E così è la vita? Così è la realtà. No. Non è così, ci
somiglia, la vita, al caleidoscopio, ma non è un caleidoscopio.
Forse non c’è il manovratore; io credo che ci sia, e se c’è,
non muove la ghiera a caso perché a caso si combinino i colori e si creino le
forme, ma sa bene come combinare i pezzettini che poi siamo noi, le cose entro
le quali ci muoviamo, le scene, i protagonisti, i comprimari, le comparse, i
contorni, gli fondi e i sottofondi, in un piano che certamente non è capriccio
e che pure può apparirci come un capriccio solo perché non conosciamo il piano
e, di più, non possiamo neanche conoscerlo.
E i pezzettini della vita, quelli veri e non quelli del
caleidoscopio, sono infiniti e in continuo movimento senza che si possano mai
fermare in un incredibile infinito crearsi, dissolversi e ricrearsi d’immagini
sempre nuove, qualche volta simili e tuttavia sempre diverse.
Che non si possono mai fermare, come sono in un continuo
farsi e rifarsi.
Ero ieri a Sciacca, per un festival di letteratura e cinema;
entravo in una sala dove si sarebbe presentato un romanzo, insieme a Caterina e
all’autrice del romanzo, mentre altre persone ne uscivano dopo aver partecipato
alla presentazione di qualcos’altro.
Ovviamente ero fuori dal mio ambiente, in un ambiente che mi
è del tutto estraneo e col quale ho avuto, in tutta una vita, contatti rari,
episodici e in buona misura pure casuali. Estraneo. Altro, rispetto a tutte
quelle persone e in quelle cose.
Eppure, vicino al palco, ho riconosciuto l’avvocato Veneroso,
Primo Veneroso, che per ragioni professionali avevo incontrato qualche volta,
più d’una per la verità, al Tribunale di Sciacca e col quale, in quelle
occasioni, mi ero intrattenuto piacevolmente a discorrere nelle pause fra una
causa e l’altra e nell’attesa che chiamassero le rispettive nostre.

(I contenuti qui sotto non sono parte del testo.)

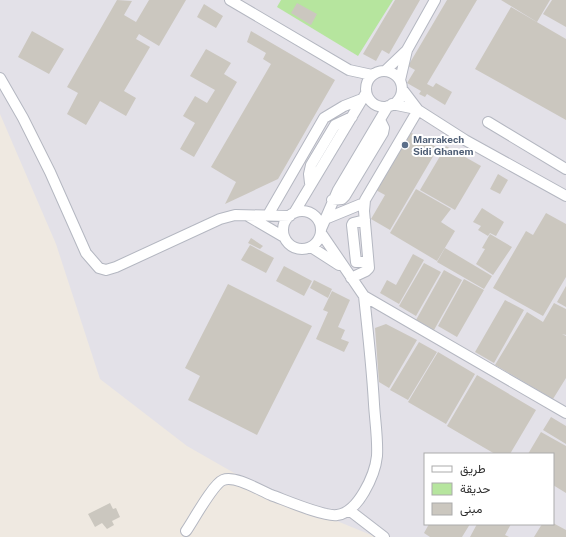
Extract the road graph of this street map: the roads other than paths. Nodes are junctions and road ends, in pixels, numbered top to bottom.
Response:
1 (230, 0) edge
2 (435, 0) edge
3 (408, 50) junction
4 (349, 70) junction
5 (385, 71) junction
6 (372, 75) junction
7 (0, 78) edge
8 (401, 85) junction
9 (365, 93) junction
10 (390, 105) junction
11 (417, 110) junction
12 (488, 122) dead end
13 (566, 169) edge
14 (566, 196) edge
15 (364, 203) junction
16 (246, 215) junction
17 (268, 215) junction
18 (292, 215) junction
19 (325, 218) junction
20 (321, 231) junction
21 (284, 237) junction
22 (311, 247) junction
23 (343, 267) junction
24 (351, 278) junction
25 (364, 296) junction
26 (566, 413) edge
27 (349, 510) junction
28 (186, 531) dead end
29 (384, 537) edge

1 - 4 street
2 - 3 street
3 - 5 street
3 - 8 street
4 - 6 street
4 - 9 street
5 - 6 street
5 - 8 street
6 - 9 street
7 - 16 street
8 - 10 street
8 - 11 street
9 - 10 street
9 - 17 street
9 - 18 street
10 - 11 street
10 - 19 street
11 - 14 street
11 - 15 street
12 - 13 street
15 - 19 street
15 - 24 street
16 - 17 street
16 - 21 street
17 - 18 street
18 - 20 street
18 - 21 street
19 - 20 street
20 - 22 street
20 - 23 street
21 - 22 street
22 - 23 street
23 - 24 street
24 - 25 street
25 - 26 street
25 - 27 street
27 - 28 street
27 - 29 street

M’è parso di averlo ritrovato come l’avevo lasciato l’ultima
volta, alto, interessante, in una giacca tipo marina, blu coi bottoni dorati;
doppio petto? Non mi ricordo più; forse doppio petto, ma tipicamente d’uomo di
mare. Mi ha guardato come si guarda una persona che si sa di conosce e non si
capisce chi sia. Mi sono presentato e si è ricordato anche lui di me.

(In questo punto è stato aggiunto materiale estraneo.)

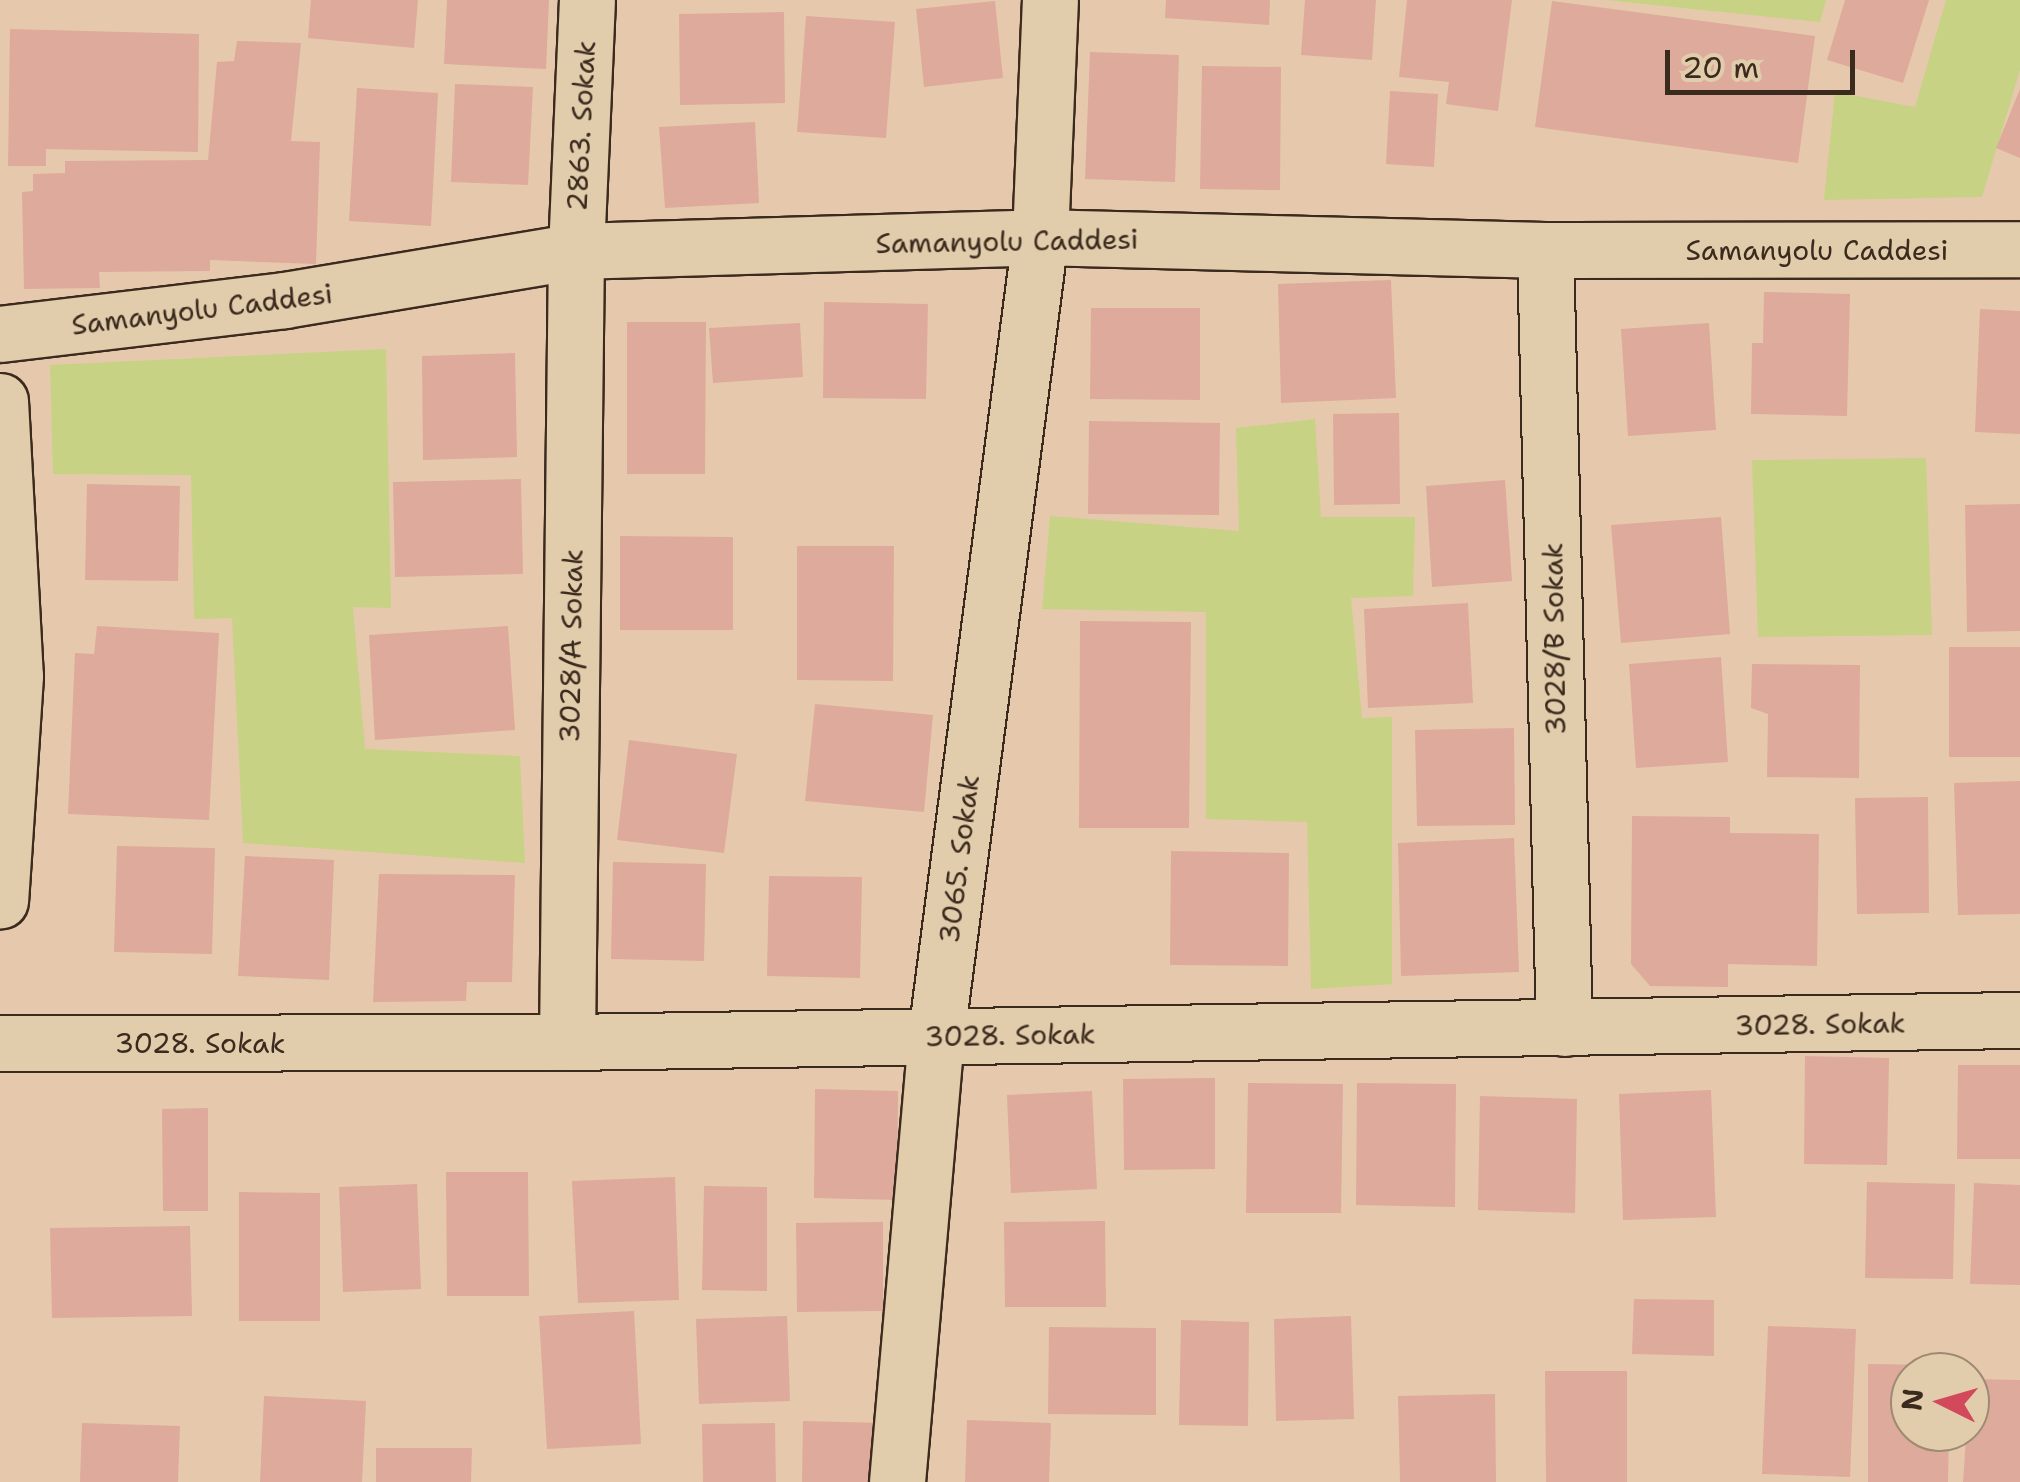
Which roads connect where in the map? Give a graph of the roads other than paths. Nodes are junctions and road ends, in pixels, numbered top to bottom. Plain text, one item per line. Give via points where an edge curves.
1 (586, 0) edge
2 (1050, 0) edge
3 (1040, 238) junction
4 (2020, 249) edge
5 (1545, 250) junction
6 (576, 251) junction
7 (0, 334) edge
8 (0, 401) edge
9 (0, 900) edge
10 (2020, 1020) edge
11 (1564, 1028) junction
12 (936, 1036) junction
13 (567, 1042) junction
14 (0, 1043) edge
15 (897, 1482) edge

1 - 6 street, 2863. Sokak
2 - 3 street, 3065. Sokak
3 - 5 street, Samanyolu Caddesi
3 - 6 street, Samanyolu Caddesi
3 - 12 street, 3065. Sokak
4 - 5 street, Samanyolu Caddesi
5 - 11 street, 3028/B Sokak
6 - 7 street, Samanyolu Caddesi via 284,300
6 - 13 street, 3028/A Sokak
8 - 9 street via 15,676
10 - 11 street, 3028. Sokak
11 - 12 street, 3028. Sokak
12 - 13 street, 3028. Sokak
12 - 15 street, 3065. Sokak
13 - 14 street, 3028. Sokak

E non è bastato Primo Veneroso, che, spostato lo sguardo, ho
scorto Franco Lo Bue che velocemente si avviava verso l’uscita cercando
d’attirare l’attenzione di qualcuno. L’avevo conosciuto appena, più di
quarant’anni fa, e solo perché era il fidanzato d’una mia amica e collega
d’università, Giovanna Chiarello; anche lui uguale a quando l’avevo visto
l’ultima volta, in una delle pochissime che l’avevo incontrato, più di
quarant’anni fa, appunto; solo un po’ meno robusto di come me lo ricordavo; o
forse invece ero io che ero, allora, quarant’anni fa, meno robusto, e molto
pure, e nel confronto fra quello che ora siamo e quello che eravamo la mia
mente me lo rappresenta più magro.
Nell’attimo che ci incrociammo, che io entravo e lui usciva,
rivolto a lui, mi è scappato di bocca un inatteso “Franco!”, che lui, quasi
immediatamente, dopo solo un momento d’esitazione, ma solo un momento, un
attimo, fece: “Vicé!”… “Sì, sono io! Dov’è tua moglie?”
E m’è venuto da morire: “tua moglie”, sul presupposto, solo
immaginato, che si fosse sposato e con Giovanna e che non avesse divorziato; in
quarant’anni quante cose succedono o possono succedere, quanti amori muoiono e
nascono in quella specie di caleidoscopio ingovernabile e imprevedibile del
quale dicevo prima; “Non so mai tacere quando si deve” pensai, e mentre lo
pensavo, lui disse, con semplicità e nell’andarsene via “È lì, guarda dove”,
indicò col dito proprio dietro di me, e mi lasciò con Giovanna.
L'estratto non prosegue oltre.